Беседу о вещах маловажных прервет глухой удар о внешнюю стеклянную стену, отделяющую комнату от сада. О стену разобьется птица, большая, вызывающе красивая, с голубыми крыльями. Примет прозрачное стекло за воздух, резко ударится о него — и упадет с закрытыми глазами на землю.
— Потеряла сознание, — поставит диагноз профессор Б. — Нужно оставить ее в покое.
Посмеется над предположением о том, что птицу за ним прислали.
Он не будет верить ни во что — ни в знаки, ни в птичьих посланцев, ни в души.
«Душа — это наши мысли, наши дела, наша совесть и любовь, и она умирает вместе с нами», — напишет он в своей книжке.
Людомирская дева не обрадовалась бы, узнав, что ее правнук не верит в души.
Зато верит в Колыму и в Пятидни.
А также в гены, благодаря которым руки передаются по наследству и через сто пятьдесят лет.
Он первым заметит, как зашевелится голубое крыло, и птица за стеклянной стеной откроет глаза.
Без сожаления посмотрит, как она улетает.
— Это хищник, blue jay[4]. Небось высмотрел белочку и нацелился.

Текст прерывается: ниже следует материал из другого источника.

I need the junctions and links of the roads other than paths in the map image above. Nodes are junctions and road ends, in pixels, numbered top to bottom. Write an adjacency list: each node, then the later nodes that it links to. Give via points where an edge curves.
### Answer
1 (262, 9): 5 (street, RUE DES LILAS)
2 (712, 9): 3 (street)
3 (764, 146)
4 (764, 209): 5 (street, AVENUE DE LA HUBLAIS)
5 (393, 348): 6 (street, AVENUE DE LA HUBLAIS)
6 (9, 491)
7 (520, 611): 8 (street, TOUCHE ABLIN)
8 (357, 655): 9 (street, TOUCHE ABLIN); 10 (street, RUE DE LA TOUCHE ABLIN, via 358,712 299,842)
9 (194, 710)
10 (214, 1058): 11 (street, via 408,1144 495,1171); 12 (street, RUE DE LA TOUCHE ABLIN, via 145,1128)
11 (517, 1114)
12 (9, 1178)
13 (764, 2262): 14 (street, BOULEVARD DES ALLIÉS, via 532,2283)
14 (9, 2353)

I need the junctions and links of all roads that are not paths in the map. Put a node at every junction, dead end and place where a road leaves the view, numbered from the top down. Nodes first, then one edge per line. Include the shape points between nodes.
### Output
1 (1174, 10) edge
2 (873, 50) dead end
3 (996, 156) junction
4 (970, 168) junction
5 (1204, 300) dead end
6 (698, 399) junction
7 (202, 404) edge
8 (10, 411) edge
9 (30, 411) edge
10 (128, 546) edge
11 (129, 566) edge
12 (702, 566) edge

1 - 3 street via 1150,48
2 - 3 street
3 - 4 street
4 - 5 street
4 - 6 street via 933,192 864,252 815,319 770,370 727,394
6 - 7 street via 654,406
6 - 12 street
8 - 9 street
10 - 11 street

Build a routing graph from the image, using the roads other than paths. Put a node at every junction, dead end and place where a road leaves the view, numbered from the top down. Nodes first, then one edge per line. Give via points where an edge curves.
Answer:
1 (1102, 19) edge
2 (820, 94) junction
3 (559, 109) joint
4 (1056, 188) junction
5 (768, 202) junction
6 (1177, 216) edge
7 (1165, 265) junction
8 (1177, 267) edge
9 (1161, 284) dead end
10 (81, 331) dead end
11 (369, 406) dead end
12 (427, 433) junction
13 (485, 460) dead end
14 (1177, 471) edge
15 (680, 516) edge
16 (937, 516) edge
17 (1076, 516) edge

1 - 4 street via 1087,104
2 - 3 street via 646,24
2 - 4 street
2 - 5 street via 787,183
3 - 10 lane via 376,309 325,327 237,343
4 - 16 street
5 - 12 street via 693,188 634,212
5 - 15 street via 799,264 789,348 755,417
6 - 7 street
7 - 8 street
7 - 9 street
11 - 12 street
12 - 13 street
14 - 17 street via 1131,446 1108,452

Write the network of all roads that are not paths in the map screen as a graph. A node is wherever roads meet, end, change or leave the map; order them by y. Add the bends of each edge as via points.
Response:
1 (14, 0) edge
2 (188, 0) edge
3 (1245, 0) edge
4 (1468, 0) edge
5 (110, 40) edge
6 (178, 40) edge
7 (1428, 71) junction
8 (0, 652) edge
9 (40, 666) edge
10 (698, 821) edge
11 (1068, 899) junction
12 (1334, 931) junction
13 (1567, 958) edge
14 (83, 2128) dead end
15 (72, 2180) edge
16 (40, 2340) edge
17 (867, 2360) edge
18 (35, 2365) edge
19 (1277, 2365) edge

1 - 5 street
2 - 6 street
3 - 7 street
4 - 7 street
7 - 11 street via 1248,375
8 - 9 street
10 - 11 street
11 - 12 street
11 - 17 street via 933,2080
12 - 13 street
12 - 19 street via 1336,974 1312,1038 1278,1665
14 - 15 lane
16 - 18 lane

Ну ничего, еще где-нибудь поймает, на поздний ужин.
СПАСЕНИЕ
Давид, цадик из Лелёва, учил: «Пока человек или целый народ не дойдет до познания собственных ошибок, ему не достичь спасения. Мы можем быть спасены лишь настолько, насколько познали самих себя».
У него был сын, который тоже стал раввином в Лелёве. У лелёвского раввина были сын и внук — раввины в Щекочинах. У щекочинского ребе была дочка Ривка, внучка Хана, которую звали Андзей, и правнучка Лина.
Жарким июльским днем тысяча девятьсот сорок второго года внучка цадика в шестом поколении Хана, которую звали Андзей, и ее дочь, семилетняя Лина, ехали улицами варшавского гетто на Умшлагплац. Несколькими минутами раньше их вывели из дома на Твардой и погрузили на подводу, запряженную одной лошадью. На подводе сидели два еврейских полицая; один погонял коня, другой стерег людей — стариков, которые ни о чем не просили, не молились и не пытались бежать.